### EXERCISE DIRECTIONS
Scan the listing below for the string "Kwong" and copy each line where it turns up.

### DATASET RECORDS
# # # # #
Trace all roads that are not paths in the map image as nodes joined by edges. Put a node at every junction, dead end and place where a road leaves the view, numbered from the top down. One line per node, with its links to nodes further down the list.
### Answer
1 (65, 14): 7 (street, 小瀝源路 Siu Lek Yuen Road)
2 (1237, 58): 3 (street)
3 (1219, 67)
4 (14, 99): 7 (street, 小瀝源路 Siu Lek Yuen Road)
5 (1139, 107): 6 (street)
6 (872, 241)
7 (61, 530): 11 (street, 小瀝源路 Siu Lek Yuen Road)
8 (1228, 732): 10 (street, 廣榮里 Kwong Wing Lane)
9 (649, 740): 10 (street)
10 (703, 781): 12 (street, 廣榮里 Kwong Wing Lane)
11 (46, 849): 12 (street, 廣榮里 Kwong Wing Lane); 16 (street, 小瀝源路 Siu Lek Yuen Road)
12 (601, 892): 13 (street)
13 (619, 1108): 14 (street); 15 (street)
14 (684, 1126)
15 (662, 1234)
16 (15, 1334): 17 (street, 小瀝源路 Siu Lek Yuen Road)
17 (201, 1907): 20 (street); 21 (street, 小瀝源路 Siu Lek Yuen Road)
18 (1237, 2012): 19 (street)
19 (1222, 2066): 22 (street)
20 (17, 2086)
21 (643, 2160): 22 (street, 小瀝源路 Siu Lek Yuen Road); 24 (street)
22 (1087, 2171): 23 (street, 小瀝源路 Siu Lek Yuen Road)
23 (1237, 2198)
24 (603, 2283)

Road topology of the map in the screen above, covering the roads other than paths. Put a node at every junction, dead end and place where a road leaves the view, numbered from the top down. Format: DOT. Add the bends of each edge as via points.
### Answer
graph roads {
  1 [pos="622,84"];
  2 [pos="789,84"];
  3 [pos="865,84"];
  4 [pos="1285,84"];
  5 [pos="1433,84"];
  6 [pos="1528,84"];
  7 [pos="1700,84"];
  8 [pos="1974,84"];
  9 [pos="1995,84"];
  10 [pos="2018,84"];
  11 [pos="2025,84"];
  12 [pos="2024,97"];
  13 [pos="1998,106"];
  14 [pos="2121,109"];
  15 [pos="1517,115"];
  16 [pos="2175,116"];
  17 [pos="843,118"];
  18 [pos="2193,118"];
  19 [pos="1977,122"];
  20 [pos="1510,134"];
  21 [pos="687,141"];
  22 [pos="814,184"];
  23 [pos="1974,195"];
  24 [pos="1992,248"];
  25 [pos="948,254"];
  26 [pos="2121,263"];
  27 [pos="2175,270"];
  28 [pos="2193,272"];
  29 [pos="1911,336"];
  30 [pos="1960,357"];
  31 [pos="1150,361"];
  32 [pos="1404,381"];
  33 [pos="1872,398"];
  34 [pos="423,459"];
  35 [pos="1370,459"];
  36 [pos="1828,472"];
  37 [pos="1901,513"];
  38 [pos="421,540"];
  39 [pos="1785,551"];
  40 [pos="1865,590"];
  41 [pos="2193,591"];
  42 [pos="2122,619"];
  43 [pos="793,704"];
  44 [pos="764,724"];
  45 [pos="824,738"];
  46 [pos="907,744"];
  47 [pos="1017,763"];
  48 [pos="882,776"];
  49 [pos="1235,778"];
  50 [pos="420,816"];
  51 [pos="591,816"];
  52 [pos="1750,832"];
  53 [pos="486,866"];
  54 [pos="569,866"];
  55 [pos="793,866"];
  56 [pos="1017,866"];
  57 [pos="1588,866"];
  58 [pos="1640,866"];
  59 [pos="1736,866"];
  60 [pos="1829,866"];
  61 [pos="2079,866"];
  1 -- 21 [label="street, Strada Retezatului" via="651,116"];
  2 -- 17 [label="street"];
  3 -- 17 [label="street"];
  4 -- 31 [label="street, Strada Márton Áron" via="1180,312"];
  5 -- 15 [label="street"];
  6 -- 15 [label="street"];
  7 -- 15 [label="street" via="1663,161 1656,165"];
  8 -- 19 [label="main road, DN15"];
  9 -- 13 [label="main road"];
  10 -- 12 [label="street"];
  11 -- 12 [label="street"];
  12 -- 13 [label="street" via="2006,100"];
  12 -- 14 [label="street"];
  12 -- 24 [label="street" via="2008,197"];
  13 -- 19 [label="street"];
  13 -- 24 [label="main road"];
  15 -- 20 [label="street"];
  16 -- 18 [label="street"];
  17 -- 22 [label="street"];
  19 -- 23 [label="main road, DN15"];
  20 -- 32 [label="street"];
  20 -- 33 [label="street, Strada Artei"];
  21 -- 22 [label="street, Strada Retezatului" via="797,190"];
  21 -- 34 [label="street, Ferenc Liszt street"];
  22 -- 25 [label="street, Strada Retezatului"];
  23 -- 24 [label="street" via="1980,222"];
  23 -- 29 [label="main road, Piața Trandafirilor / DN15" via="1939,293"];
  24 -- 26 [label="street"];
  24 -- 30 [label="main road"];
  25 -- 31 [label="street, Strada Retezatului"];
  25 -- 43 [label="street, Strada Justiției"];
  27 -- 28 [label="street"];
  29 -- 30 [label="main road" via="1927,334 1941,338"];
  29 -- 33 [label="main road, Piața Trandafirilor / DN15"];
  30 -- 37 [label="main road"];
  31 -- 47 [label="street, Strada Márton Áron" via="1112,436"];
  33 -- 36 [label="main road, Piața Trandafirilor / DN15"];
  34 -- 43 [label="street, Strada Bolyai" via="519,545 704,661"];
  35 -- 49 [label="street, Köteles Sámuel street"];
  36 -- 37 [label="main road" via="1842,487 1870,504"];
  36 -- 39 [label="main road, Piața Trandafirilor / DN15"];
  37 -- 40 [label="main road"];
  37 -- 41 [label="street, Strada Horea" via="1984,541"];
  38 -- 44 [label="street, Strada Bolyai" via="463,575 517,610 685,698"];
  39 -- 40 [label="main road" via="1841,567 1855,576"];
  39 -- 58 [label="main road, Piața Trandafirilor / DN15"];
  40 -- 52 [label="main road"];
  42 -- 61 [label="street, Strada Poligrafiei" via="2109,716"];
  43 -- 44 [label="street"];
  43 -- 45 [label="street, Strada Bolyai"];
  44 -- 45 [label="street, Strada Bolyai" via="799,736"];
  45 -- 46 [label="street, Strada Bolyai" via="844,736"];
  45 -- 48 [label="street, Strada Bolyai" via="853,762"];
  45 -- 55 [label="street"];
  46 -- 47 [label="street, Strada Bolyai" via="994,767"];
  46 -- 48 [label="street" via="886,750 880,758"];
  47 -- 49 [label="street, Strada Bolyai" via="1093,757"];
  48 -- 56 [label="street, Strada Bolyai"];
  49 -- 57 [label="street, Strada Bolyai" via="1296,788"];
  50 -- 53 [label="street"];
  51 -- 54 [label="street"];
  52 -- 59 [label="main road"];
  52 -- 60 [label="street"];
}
# # # # #
### EXERCISE RESPONSE
8 (1228, 732): 10 (street, 廣榮里 Kwong Wing Lane)
10 (703, 781): 12 (street, 廣榮里 Kwong Wing Lane)
11 (46, 849): 12 (street, 廣榮里 Kwong Wing Lane); 16 (street, 小瀝源路 Siu Lek Yuen Road)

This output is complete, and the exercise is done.